# What this task involves:
Search the material for "image" and copy each line in which it is found.

# Provided information:
=====
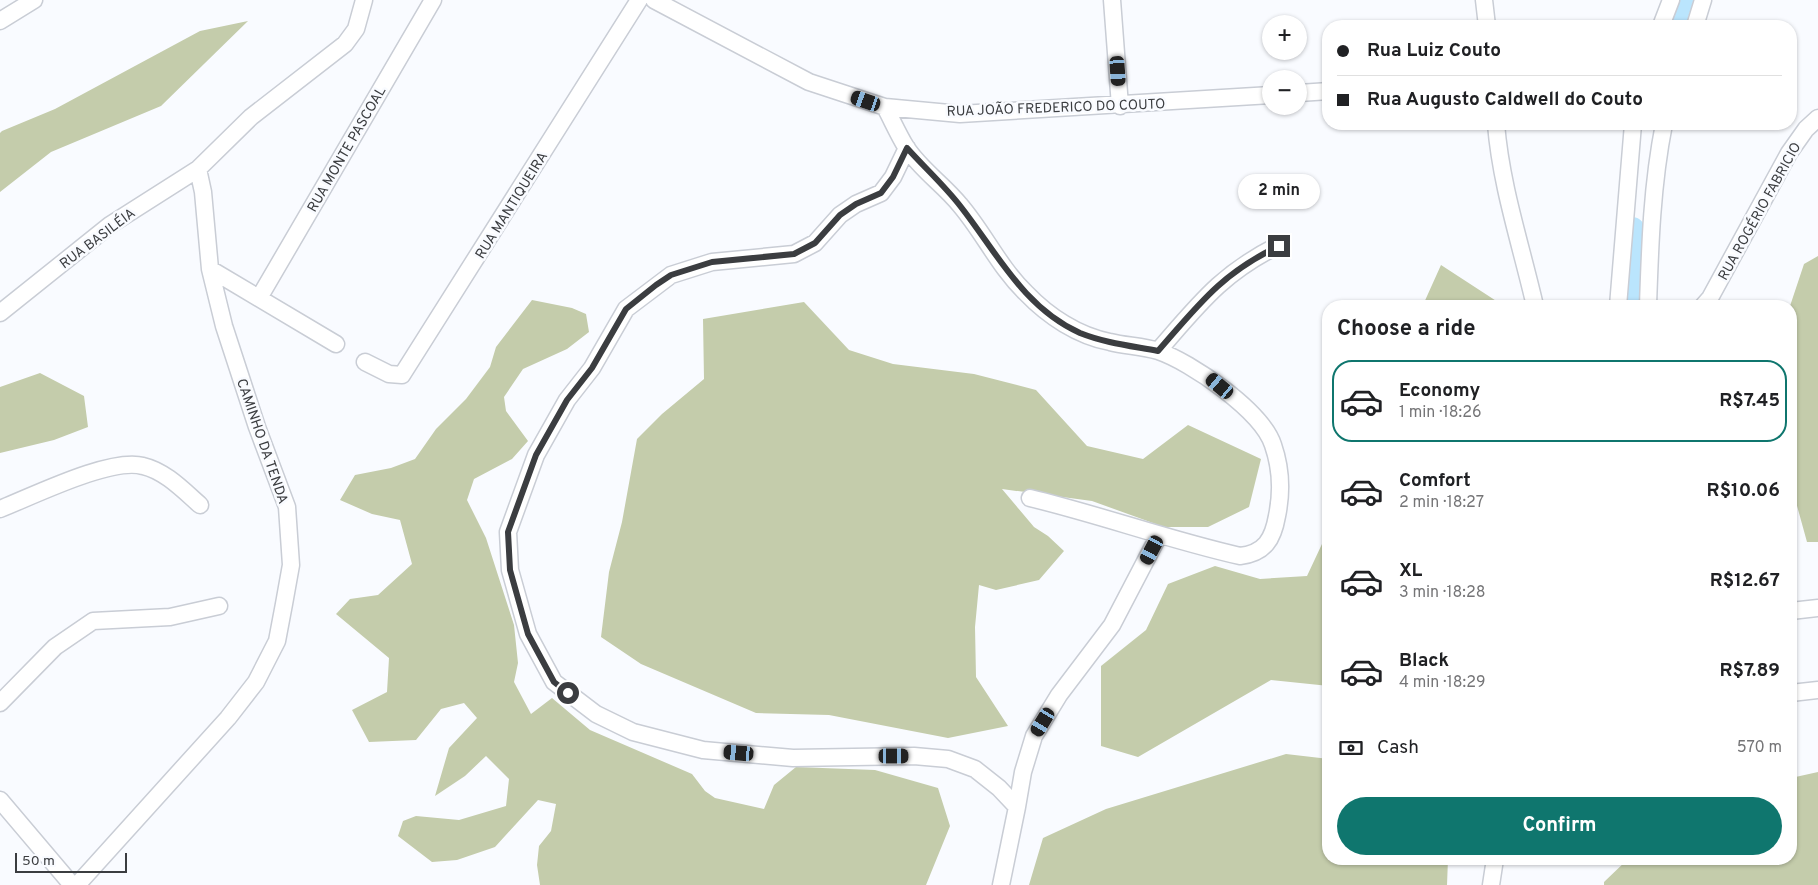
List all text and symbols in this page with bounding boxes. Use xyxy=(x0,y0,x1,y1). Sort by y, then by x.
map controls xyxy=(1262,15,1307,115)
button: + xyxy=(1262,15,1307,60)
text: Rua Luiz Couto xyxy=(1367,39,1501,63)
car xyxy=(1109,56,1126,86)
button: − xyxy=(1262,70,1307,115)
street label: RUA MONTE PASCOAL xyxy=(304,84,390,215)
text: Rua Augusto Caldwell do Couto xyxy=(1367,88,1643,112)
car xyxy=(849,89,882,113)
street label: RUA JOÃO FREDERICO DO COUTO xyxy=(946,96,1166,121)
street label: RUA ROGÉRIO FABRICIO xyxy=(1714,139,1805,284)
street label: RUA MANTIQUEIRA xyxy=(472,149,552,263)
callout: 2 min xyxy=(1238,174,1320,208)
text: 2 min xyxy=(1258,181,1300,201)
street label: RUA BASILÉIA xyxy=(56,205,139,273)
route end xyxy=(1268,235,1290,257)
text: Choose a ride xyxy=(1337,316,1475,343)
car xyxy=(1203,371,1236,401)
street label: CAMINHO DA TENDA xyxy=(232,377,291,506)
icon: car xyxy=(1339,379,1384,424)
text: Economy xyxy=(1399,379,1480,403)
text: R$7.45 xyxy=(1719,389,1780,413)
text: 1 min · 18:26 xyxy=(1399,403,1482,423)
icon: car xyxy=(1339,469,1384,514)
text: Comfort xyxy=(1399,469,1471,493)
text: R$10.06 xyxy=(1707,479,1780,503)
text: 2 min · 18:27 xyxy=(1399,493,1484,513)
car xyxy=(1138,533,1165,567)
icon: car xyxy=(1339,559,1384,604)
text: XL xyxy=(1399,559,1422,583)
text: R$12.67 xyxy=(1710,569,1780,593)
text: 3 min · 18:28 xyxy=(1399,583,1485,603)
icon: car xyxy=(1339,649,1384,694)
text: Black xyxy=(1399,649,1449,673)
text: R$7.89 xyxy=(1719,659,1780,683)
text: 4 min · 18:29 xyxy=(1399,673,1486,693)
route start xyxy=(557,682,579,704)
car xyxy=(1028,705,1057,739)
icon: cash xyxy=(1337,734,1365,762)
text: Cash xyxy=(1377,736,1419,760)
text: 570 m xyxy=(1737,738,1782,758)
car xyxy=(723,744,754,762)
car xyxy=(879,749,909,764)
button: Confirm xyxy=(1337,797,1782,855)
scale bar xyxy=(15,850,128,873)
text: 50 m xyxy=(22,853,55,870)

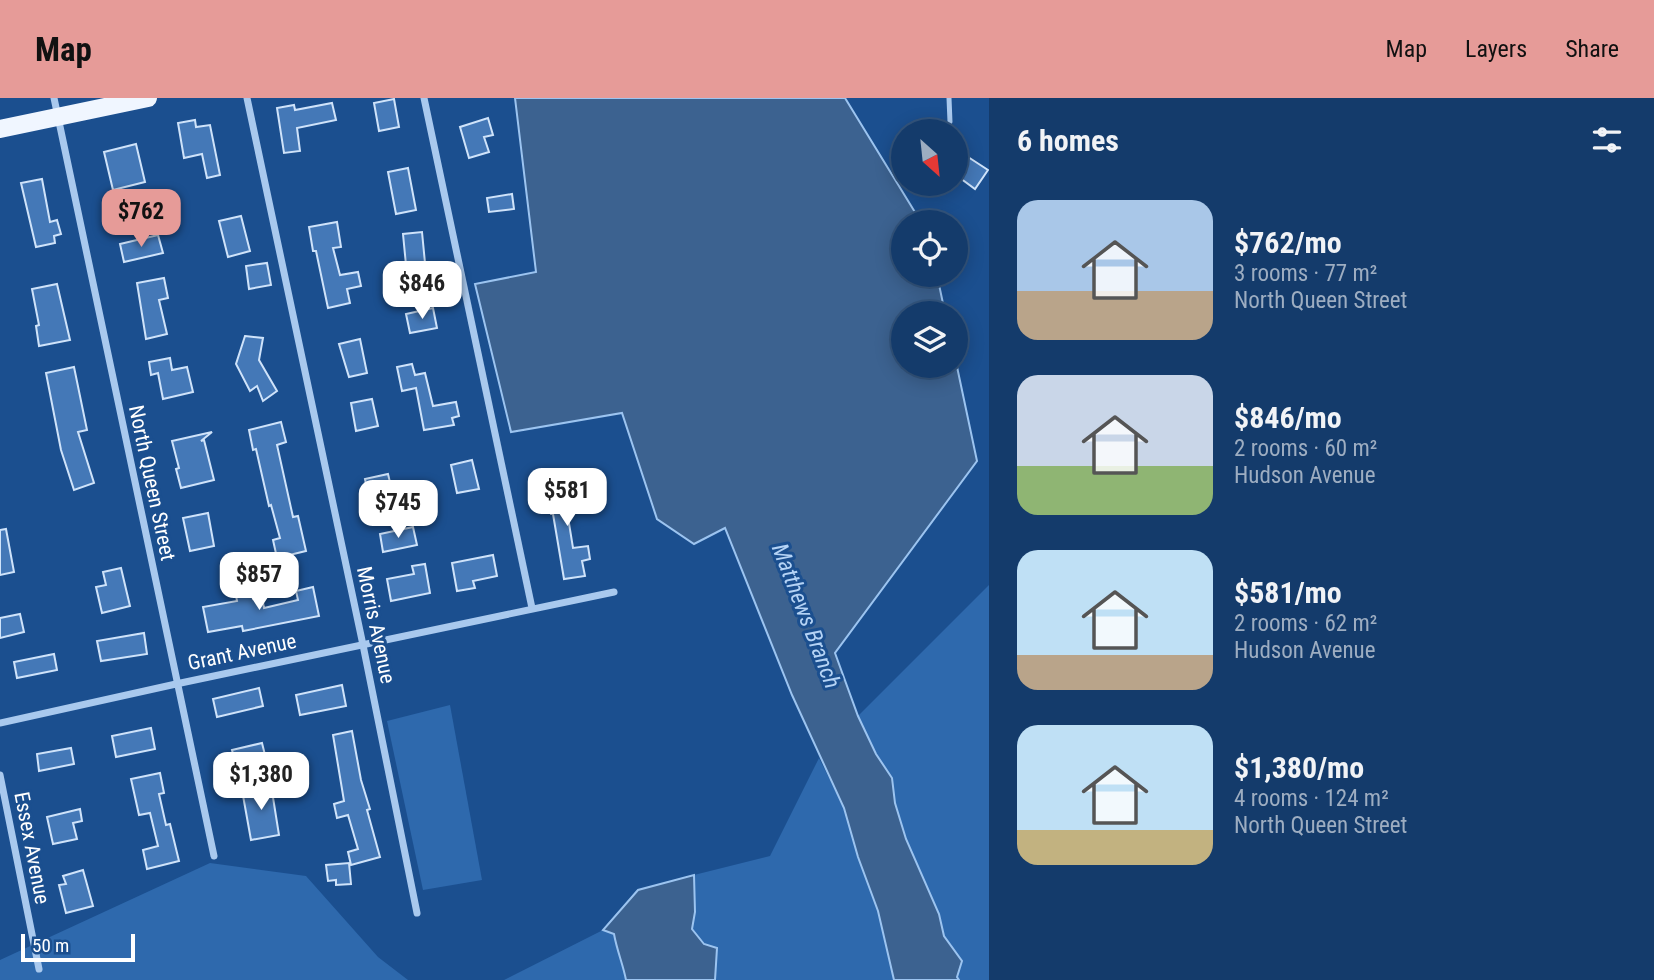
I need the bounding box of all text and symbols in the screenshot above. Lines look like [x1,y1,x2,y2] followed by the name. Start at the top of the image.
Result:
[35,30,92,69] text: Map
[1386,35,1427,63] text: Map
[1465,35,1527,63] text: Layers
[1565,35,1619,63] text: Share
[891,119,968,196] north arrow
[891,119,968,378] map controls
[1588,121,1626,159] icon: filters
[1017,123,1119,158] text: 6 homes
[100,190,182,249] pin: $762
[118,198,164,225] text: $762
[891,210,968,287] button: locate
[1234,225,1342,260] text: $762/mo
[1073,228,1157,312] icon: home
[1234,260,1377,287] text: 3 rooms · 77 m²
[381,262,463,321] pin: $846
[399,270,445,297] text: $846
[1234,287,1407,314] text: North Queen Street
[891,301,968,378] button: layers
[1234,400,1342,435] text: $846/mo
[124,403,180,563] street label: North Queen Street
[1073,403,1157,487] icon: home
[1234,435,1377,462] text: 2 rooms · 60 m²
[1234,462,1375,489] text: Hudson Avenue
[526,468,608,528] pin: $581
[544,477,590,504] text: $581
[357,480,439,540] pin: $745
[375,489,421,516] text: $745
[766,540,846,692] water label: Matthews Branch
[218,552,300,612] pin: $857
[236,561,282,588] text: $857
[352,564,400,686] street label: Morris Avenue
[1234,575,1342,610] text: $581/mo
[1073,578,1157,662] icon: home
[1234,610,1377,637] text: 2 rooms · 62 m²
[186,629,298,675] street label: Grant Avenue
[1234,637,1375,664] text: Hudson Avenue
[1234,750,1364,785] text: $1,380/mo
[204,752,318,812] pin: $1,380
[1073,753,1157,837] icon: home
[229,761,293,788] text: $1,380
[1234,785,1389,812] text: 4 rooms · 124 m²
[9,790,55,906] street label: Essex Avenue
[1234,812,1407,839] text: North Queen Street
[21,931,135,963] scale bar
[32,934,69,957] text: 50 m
=====
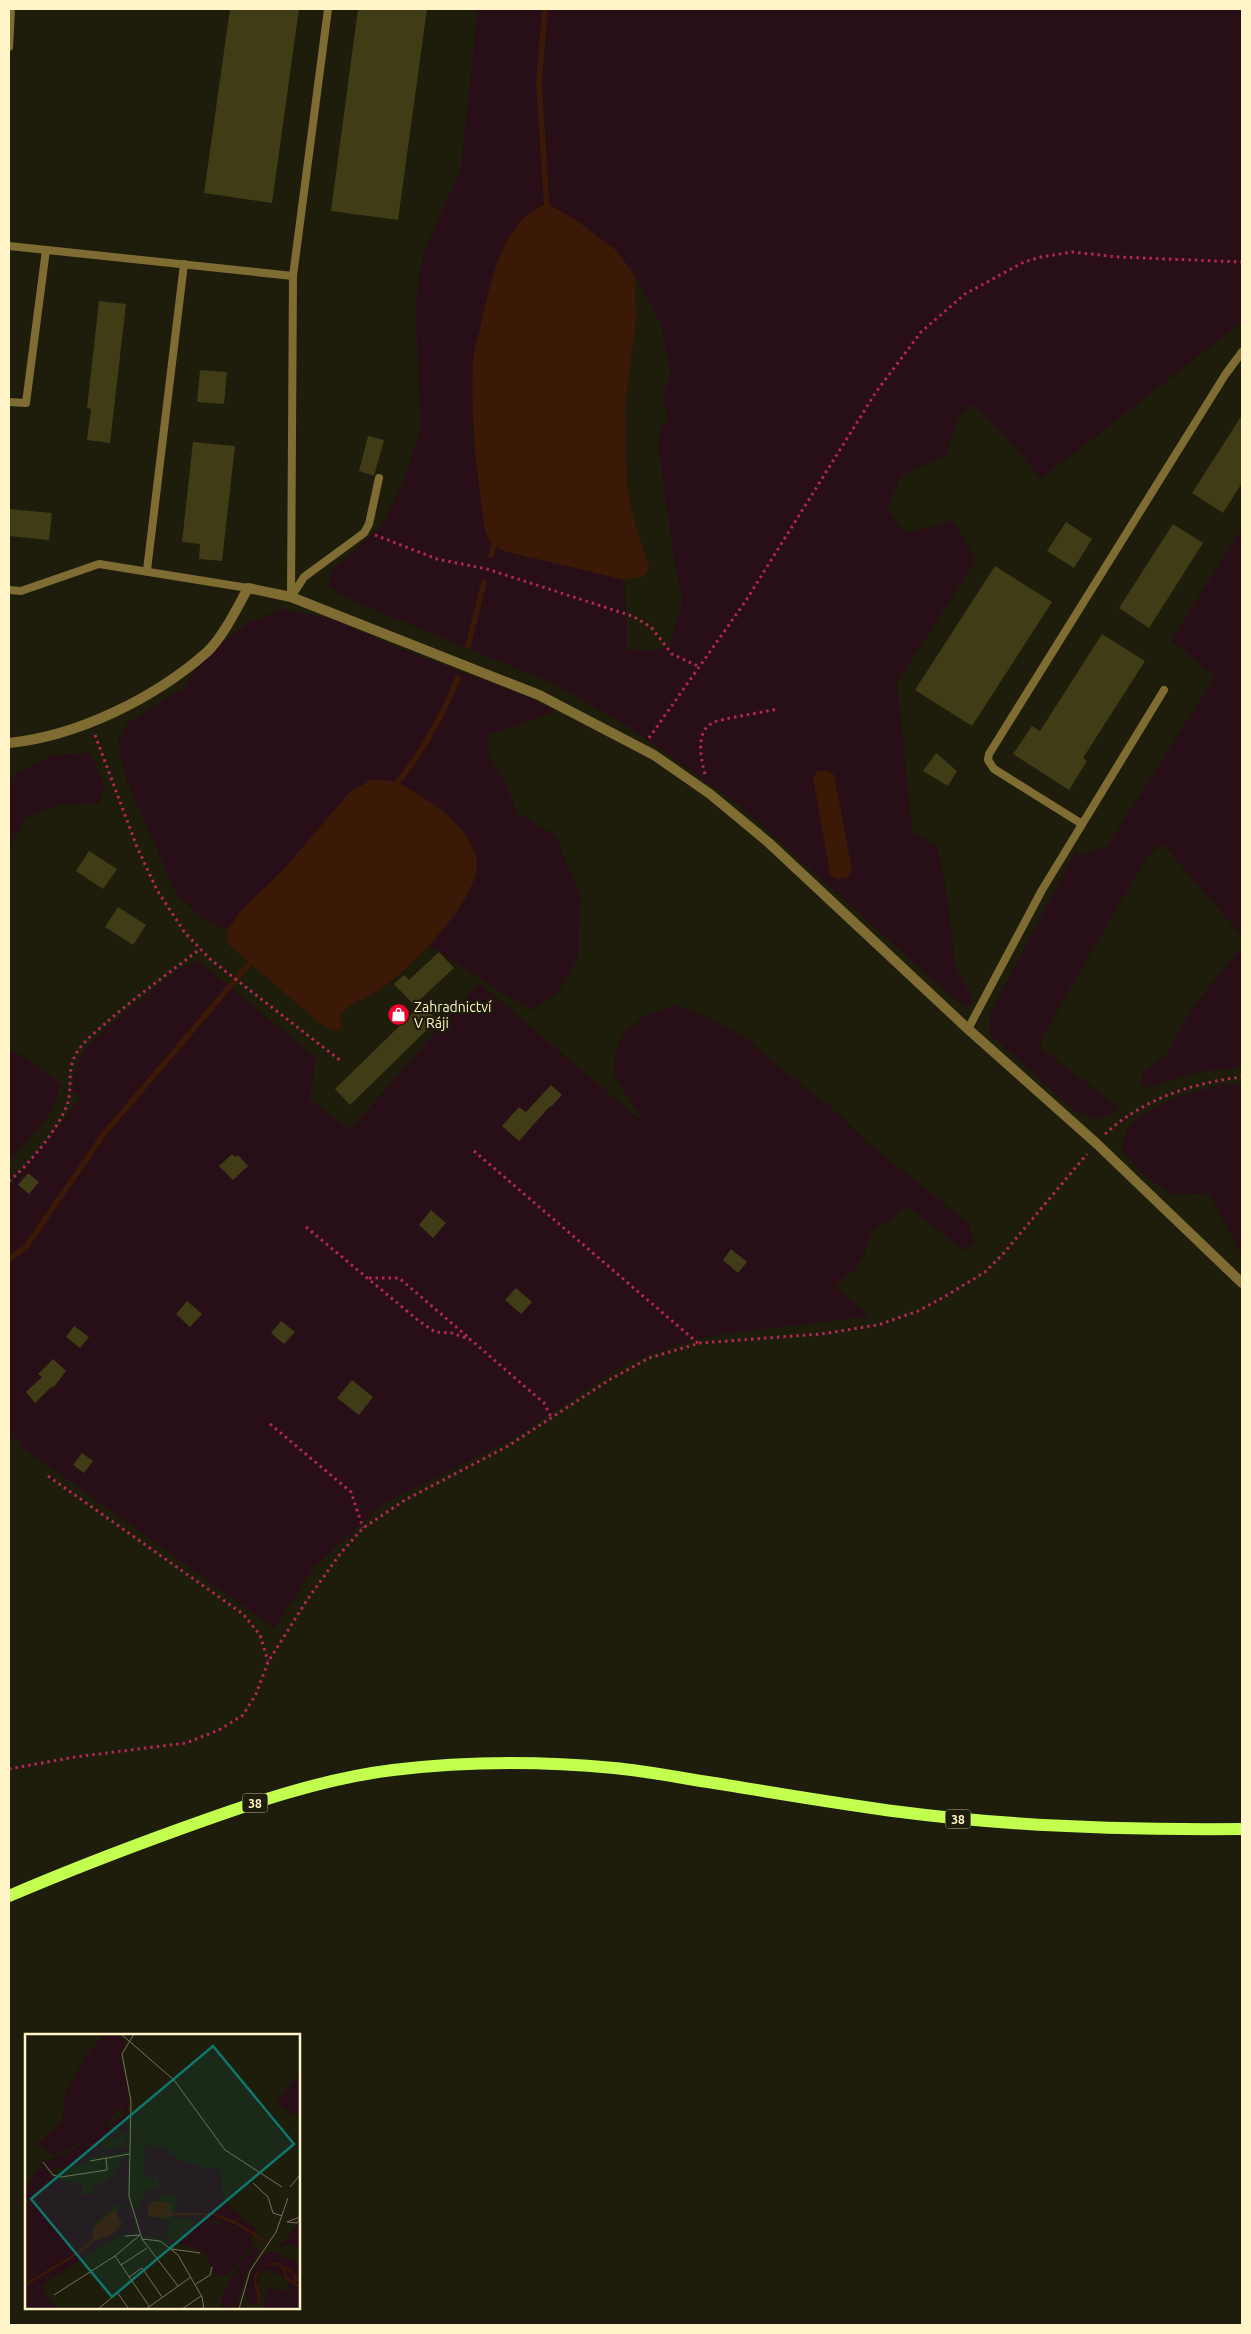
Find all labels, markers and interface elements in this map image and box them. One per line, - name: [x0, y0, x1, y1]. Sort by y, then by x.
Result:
=====
# Result for this task:
I need the bounding box of all text and symbols in the screenshot above. Lines look like [x1,y1,x2,y2] followed by the name. Start at the top of the image.
Find all labels, markers and interface elements in this map image and box them. One per line, - name: [x0, y0, x1, y1]. Sort by y, then by x.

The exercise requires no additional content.